● **To do**
Repeat the data that follows in full. Do not include the pictures.

● **Records supplied**
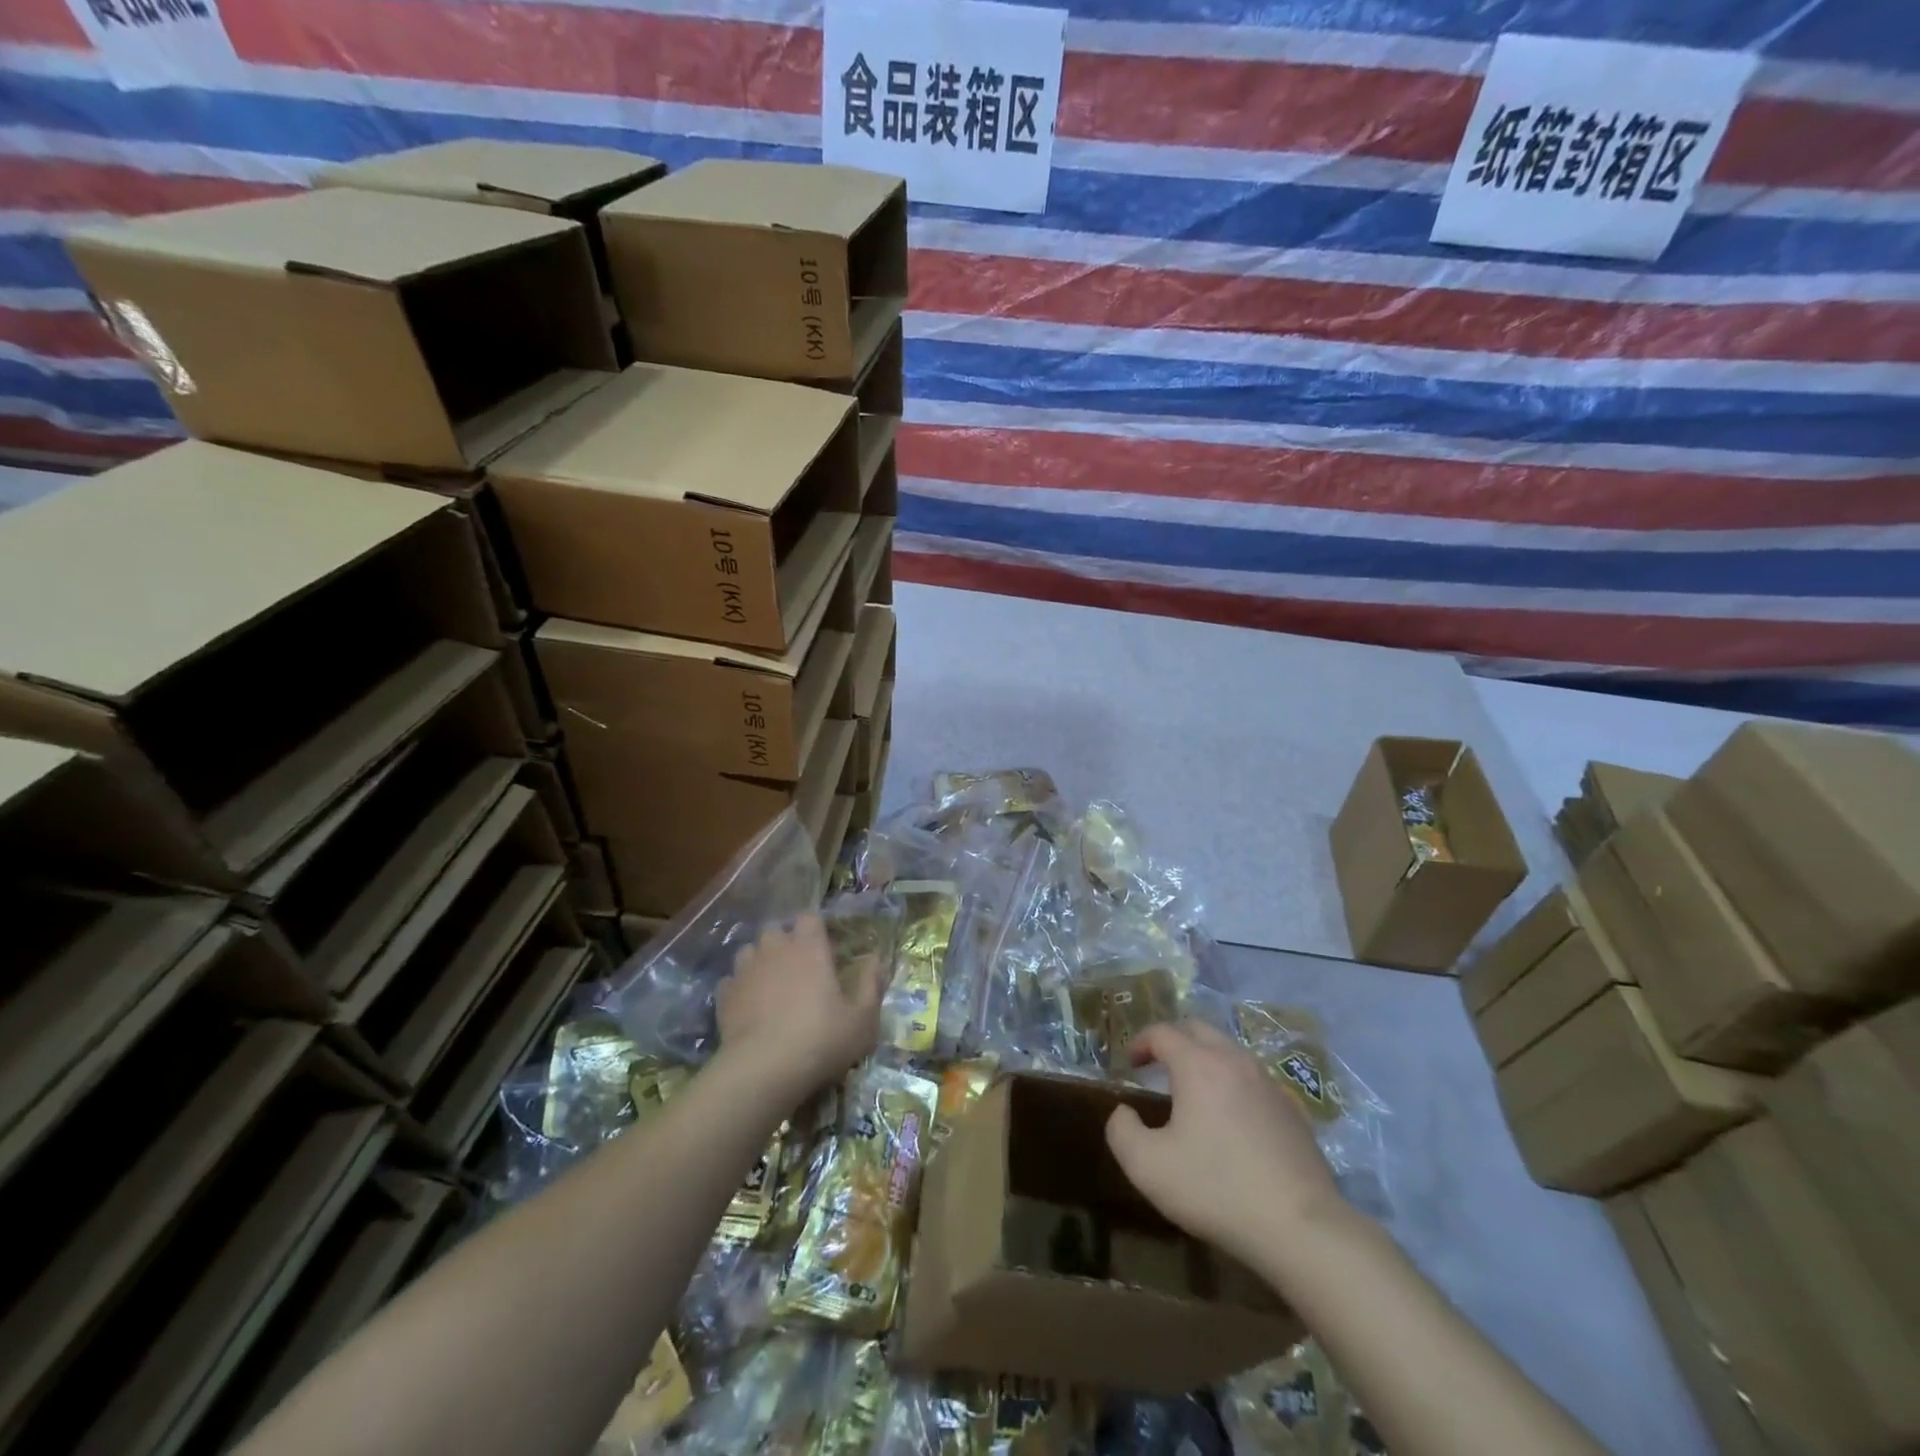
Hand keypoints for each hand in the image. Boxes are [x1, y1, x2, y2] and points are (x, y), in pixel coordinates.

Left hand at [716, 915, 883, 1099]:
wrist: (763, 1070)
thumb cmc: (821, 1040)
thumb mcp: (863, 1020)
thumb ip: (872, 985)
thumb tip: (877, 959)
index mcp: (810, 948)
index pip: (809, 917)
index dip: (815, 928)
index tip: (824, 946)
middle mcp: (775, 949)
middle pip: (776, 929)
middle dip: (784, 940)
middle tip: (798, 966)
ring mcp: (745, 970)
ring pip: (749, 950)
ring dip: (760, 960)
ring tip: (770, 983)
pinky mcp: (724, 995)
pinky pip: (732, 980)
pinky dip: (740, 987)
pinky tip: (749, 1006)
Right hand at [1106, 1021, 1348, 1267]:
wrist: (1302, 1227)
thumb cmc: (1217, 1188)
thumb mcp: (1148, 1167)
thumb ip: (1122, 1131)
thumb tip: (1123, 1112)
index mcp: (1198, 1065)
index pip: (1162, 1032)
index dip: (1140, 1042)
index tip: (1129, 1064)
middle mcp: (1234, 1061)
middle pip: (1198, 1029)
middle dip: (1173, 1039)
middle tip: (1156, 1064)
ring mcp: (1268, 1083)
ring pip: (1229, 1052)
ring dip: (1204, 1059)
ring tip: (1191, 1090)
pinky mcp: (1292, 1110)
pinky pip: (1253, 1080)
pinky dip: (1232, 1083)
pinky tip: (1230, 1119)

● **Task solution**
Hand keypoints for each hand in the image. Boxes are [x1, y1, x2, y2] and points are (x, y), in pixel coordinates.

Left hand at [716, 915, 883, 1099]:
wrist: (763, 1070)
thumb cmc: (821, 1040)
thumb mcp: (863, 1020)
thumb ip: (872, 985)
thumb tip: (877, 959)
index mcp: (810, 948)
index pip: (809, 917)
index dip: (815, 928)
index tip: (824, 946)
middle mcp: (775, 949)
middle pip: (776, 929)
middle dip: (784, 940)
middle tip: (798, 966)
ring mcp: (745, 970)
ring pip: (749, 950)
ring dip: (760, 960)
ring tip: (770, 983)
pinky mcp: (724, 995)
pinky pip: (732, 980)
pinky dip: (740, 987)
pinky tip: (749, 1006)
Right hand at [1106, 1021, 1348, 1267]:
wrist: (1302, 1227)
thumb cmc: (1217, 1188)
thumb mcp: (1148, 1167)
thumb ip: (1122, 1131)
thumb tip: (1123, 1112)
index mcp: (1198, 1065)
index pip: (1162, 1032)
index dip: (1140, 1042)
index tip: (1129, 1064)
middle mcp: (1234, 1061)
middle pip: (1198, 1029)
middle dip: (1173, 1039)
middle tip: (1156, 1064)
ring mcp: (1268, 1083)
ring pip: (1229, 1052)
ring dip: (1204, 1059)
ring tip: (1191, 1090)
pinky mcp: (1292, 1110)
pinky pip: (1253, 1080)
pinky dip: (1232, 1083)
pinky tip: (1230, 1119)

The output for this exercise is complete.